50ª Sessão Ordinária - 03/07/2007
O SR. DEPUTADO JOÃO HENRIQUE BLASI - Sr. presidente e srs. deputados, eu vou me ater exclusivamente ao debate da matéria, que é esta medida provisória.
Os contornos fáticos que fizeram com que o governador enviasse a esta Casa uma medida provisória já foram bem explicitados pelo deputado Marcos Vieira ao dizer que, em função de uma emenda aprovada por esta Casa, houve uma alteração substancial na geografia política estabelecida para a secretaria Regional de Blumenau, que ficou adstrita a apenas três municípios: o município sede, os municípios de Gaspar e Pomerode, quando a idéia inicial era agregar a esses três municípios também os de Ilhota e Luís Alves.
Por isso o sr. governador, fazendo uso de um instrumento constitucional, democraticamente submete também a esta Casa a possibilidade de se fazer alteração para, em homenagem à racionalidade, restabelecer a conformação original da secretaria Regional de Blumenau.
A medida provisória tem que estar assentada nos pressupostos de urgência e relevância e ambos se fazem presentes na medida em que se trata de uma divisão regional, de uma série de cometimentos administrativos que dependem fundamentalmente da secretaria à qual estão vinculados os municípios.
Sob o ângulo jurídico, foi suscitado, já pela manhã e agora reiterado por alguns deputados, o que se encontra estabelecido no art. 62, § 1º, inciso III, da Constituição Federal, que é literal ao dizer: "é vedada a edição de medida provisória sobre matéria reservada à lei complementar."
Do que tratamos aqui? De uma lei complementar? Sim, de uma lei complementar porque existiam nela algumas questões que obrigam a adoção de uma lei complementar, como é o caso, por exemplo, de toda a legislação sobre funcionalismo público.
Essa parte atinente à composição de secretarias por municípios é matéria de lei ordinária e aí socorre o nosso entendimento, nada mais nada menos, do que o entendimento firmado pelo Supremo Tribunal Federal em pelos menos duas decisões, uma do Rio de Janeiro e outra do Rio Grande do Sul.

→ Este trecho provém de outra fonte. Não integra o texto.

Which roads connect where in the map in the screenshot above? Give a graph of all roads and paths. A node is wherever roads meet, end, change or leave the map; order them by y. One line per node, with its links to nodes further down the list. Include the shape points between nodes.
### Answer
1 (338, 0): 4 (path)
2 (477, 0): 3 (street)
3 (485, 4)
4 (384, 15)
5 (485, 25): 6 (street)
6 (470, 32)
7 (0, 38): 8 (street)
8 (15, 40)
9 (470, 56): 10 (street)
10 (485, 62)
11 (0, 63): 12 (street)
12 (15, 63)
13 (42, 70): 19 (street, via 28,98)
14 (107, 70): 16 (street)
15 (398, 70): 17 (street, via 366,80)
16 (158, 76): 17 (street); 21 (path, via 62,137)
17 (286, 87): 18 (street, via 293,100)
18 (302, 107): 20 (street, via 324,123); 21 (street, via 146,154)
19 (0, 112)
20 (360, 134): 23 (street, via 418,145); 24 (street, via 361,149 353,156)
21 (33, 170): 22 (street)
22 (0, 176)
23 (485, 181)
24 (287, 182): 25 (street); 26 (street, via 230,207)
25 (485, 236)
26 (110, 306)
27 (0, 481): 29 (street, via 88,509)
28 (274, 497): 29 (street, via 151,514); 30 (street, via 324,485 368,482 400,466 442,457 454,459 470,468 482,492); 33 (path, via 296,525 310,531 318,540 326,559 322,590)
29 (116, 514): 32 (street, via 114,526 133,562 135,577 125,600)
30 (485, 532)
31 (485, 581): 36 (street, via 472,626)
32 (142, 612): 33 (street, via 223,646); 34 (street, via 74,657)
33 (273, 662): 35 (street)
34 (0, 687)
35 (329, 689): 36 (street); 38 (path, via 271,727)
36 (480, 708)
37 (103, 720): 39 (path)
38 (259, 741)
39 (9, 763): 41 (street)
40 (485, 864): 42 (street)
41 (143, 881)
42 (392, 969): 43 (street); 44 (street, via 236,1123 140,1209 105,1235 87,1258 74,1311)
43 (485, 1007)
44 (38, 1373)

A decisão do Supremo Tribunal Federal referente ao estado do Rio de Janeiro, relatada pela ministra Carmen Lúcia, a mais nova integrante daquela Casa, diz o seguinte:
(Passa a ler.)
"[...] O Supremo Tribunal Federal firmou entendimento no sentido de que a revogação da isenção do recolhimento da Cofins concedida pela Lei Complementar n. 70/91 por lei ordinária não afronta o princípio da hierarquia das leis."[sic]

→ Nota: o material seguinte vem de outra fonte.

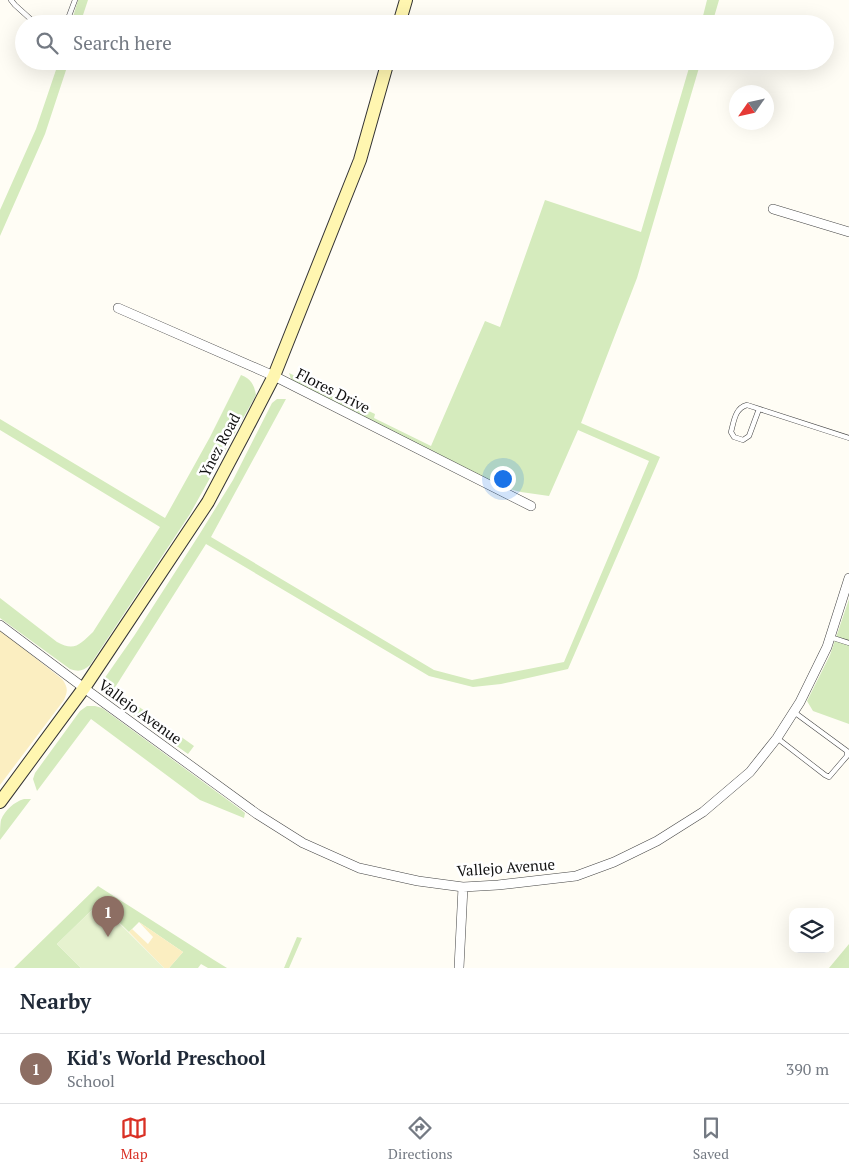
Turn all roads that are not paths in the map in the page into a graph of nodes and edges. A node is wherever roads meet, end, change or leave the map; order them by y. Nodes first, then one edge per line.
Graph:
1 (11, 0) edge
2 (75, 0) edge
3 (406, 0) edge
4 (25, 15) edge
5 (69, 15) edge
6 (402, 15) edge
7 (385, 70) edge
8 (773, 209) dead end
9 (849, 232) edge
10 (118, 308) dead end
11 (274, 376) junction
12 (759, 409) junction
13 (849, 438) edge
14 (531, 506) dead end
15 (849, 578) edge
16 (0, 625) edge
17 (830, 637) junction
18 (849, 643) edge
19 (84, 688) junction
20 (794, 712) junction
21 (777, 738) junction
22 (0, 802) edge
23 (463, 887) junction
24 (459, 968) edge

1 - 4 lane
2 - 5 lane
3 - 6 main road
7 - 11 main road, Ynez Road
8 - 9 street
10 - 11 street, Flores Drive
11 - 14 street, Flores Drive
11 - 19 main road, Ynez Road
12 - 12 lane
12 - 13 lane
15 - 17 street, Vallejo Avenue
16 - 19 street, Vallejo Avenue
17 - 18 lane
17 - 20 street, Vallejo Avenue
19 - 22 main road, Ynez Road
19 - 23 street, Vallejo Avenue
20 - 21 street, Vallejo Avenue
20 - 21 lane
21 - 23 street, Vallejo Avenue
23 - 24 street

De igual modo, o mesmo Supremo Tribunal Federal, na decisão agora relatada pelo ministro Sepúlveda Pertence, diz com todas as letras:
(Passa a ler.)
"[...] legitimidade da revogação pela L. 9.430/96 da isenção concedida às sociedades civis de profissão regulamentada pela Lei Complementar 70/91, dado que essa lei, formalmente complementar, é, com relação aos dispositivos concernentes à contribuição social por ela instituída, materialmente ordinária; ausência de violação ao princípio da hierarquia das leis"[...].[sic]
No caso concreto, a matéria aqui em discussão, ou seja, a composição de uma secretaria é matéria ordinária; é questão materialmente ordinária, inserida numa lei complementar apenas e tão-somente porque essa lei complementar também versava sobre funcionalismo público e aí, sim, há necessidade de se adotar a lei complementar.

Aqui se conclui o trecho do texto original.